Abraham Zevi Idelsohn, a professor at Hebrew University, began cataloging all known Jewish music and teaching classes in musical composition. One of his students was a promising cantorial student, Moshe Nathanson, who later worked in New York, most famously composing the nearly-universal melody that is sung with the Birkat Hamazon ("Grace After Meals"). Idelson presented the class with a 19th-century, slow, melodious, chant (niggun) assigning the class to add rhythm and words in order to fashion a modern Hebrew song.

The niggun is attributed to the Sadigurer Chasidim, who lived in what is now Ukraine. It uses the Phrygian dominant scale common in music of Transylvania. The commonly used text was probably refined by Idelsohn[1][2] in 1918 as one of the first songs designed to unite the early Yishuv [Jewish enterprise] that arose after the British victory in Palestine during World War I and the Balfour Declaration, declaring a national Jewish homeland in the lands newly liberated from Turkey by the Allies and entrusted to Britain under the Treaty of Versailles.
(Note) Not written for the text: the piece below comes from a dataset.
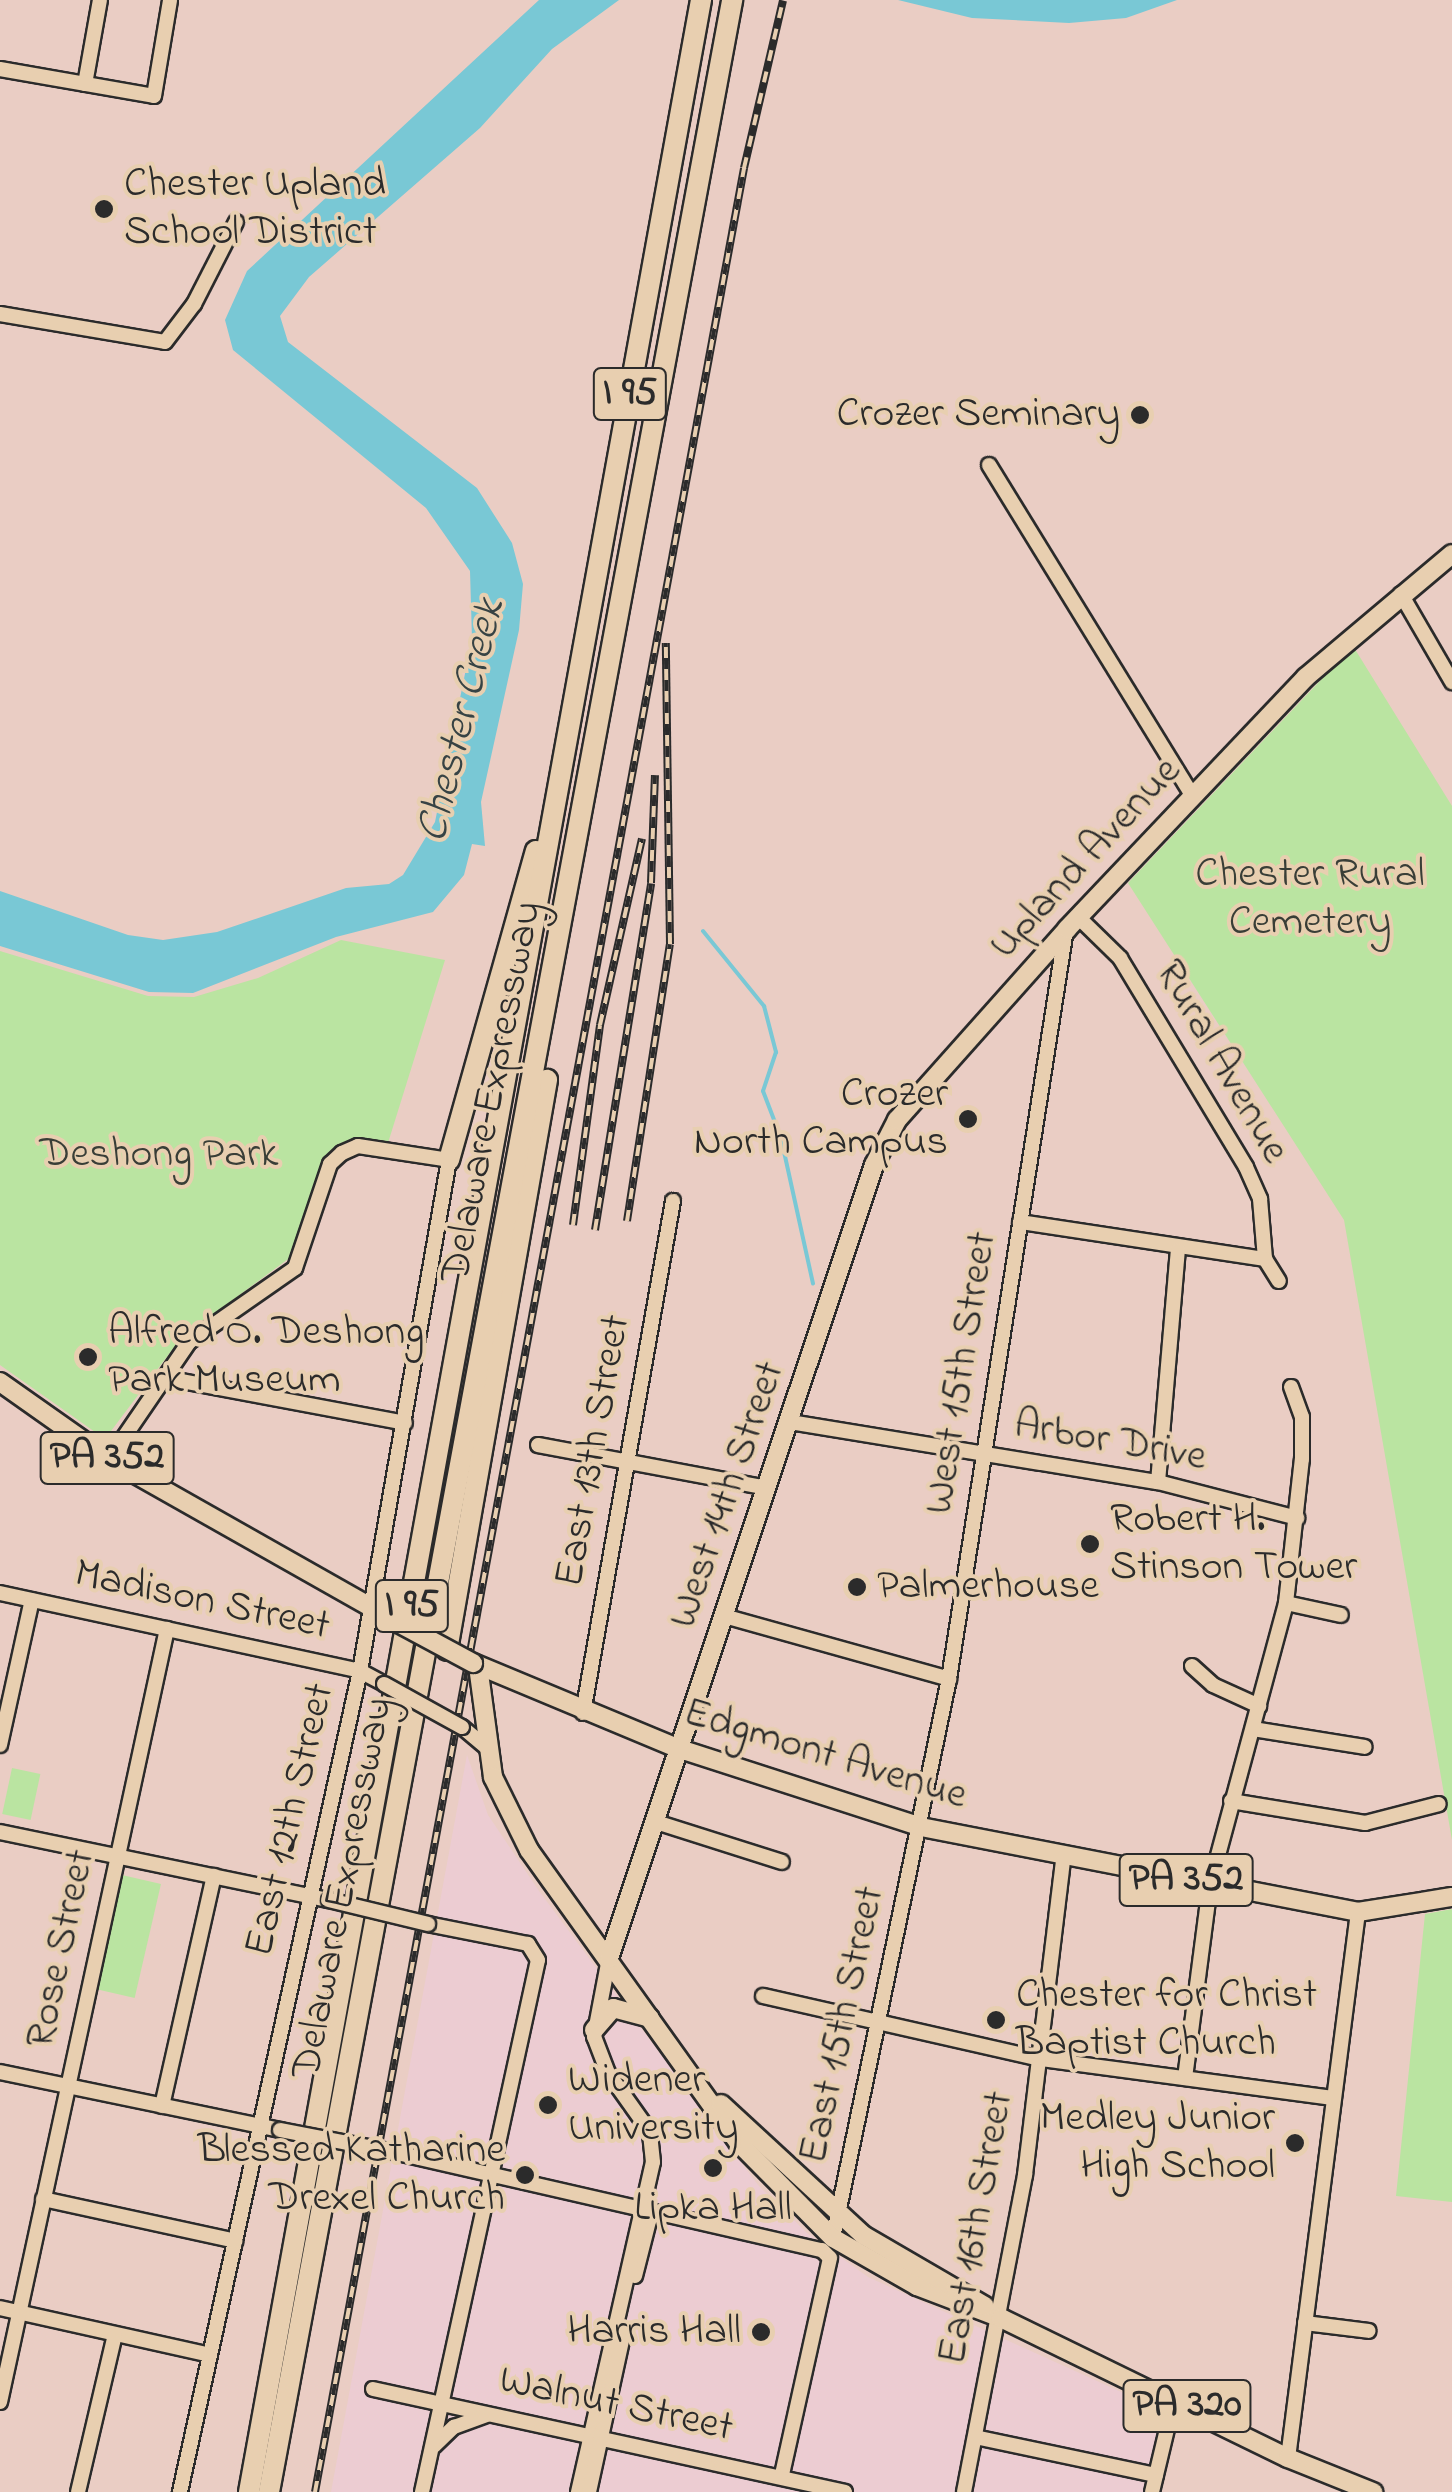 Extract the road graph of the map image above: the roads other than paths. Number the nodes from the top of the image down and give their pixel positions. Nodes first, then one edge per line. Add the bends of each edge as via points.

Although Psalm 118 (verse 24) of the Hebrew Bible may have been a source for the text of "Hava Nagila",[citation needed] the expression of the song and its accompanying hora ("circle") dance was entirely secular in its outlook.


Transliteration Hebrew text English translation
Hava nagila
הבה נגילה
  Let's rejoice
Hava nagila
הבה נגילה
  Let's rejoice
Hava nagila ve-nismecḥa
הבה נגילה ונשמחה
  Let's rejoice and be happy
Hava neranenah
הבה נרננה
  Let's sing
Hava neranenah
הבה נרננה
  Let's sing
Hava neranenah ve-nismecḥa
הבה נרננה ונשמחה
  Let's sing and be happy
Uru, uru aḥim!
!עורו, עורו אחים
  Awake, awake,my brothers!
Uru aḥim be-lev sameaḥ
עורו אחים בלב שמח
  Awake my brothers with a happy heart
  (repeat line four times)    
Uru aḥim, uru aḥim!
!עורו אחים, עורו אחים
  Awake, my brothers, awake,my brothers!
Be-lev sameaḥ
בלב שמח
  With a happy heart

Note: The “” can be pronounced as a voiceless pharyngeal fricative [ħ] (as in Classical Hebrew) or a voiceless uvular fricative [χ], as “ch” as in Bach (Modern Hebrew pronunciation).

Notable performers

  • Idelsohn produced the first commercial recording in 1922 on the Polyphon record label as part of a series which recorded 39 Hebrew folk songs.[3]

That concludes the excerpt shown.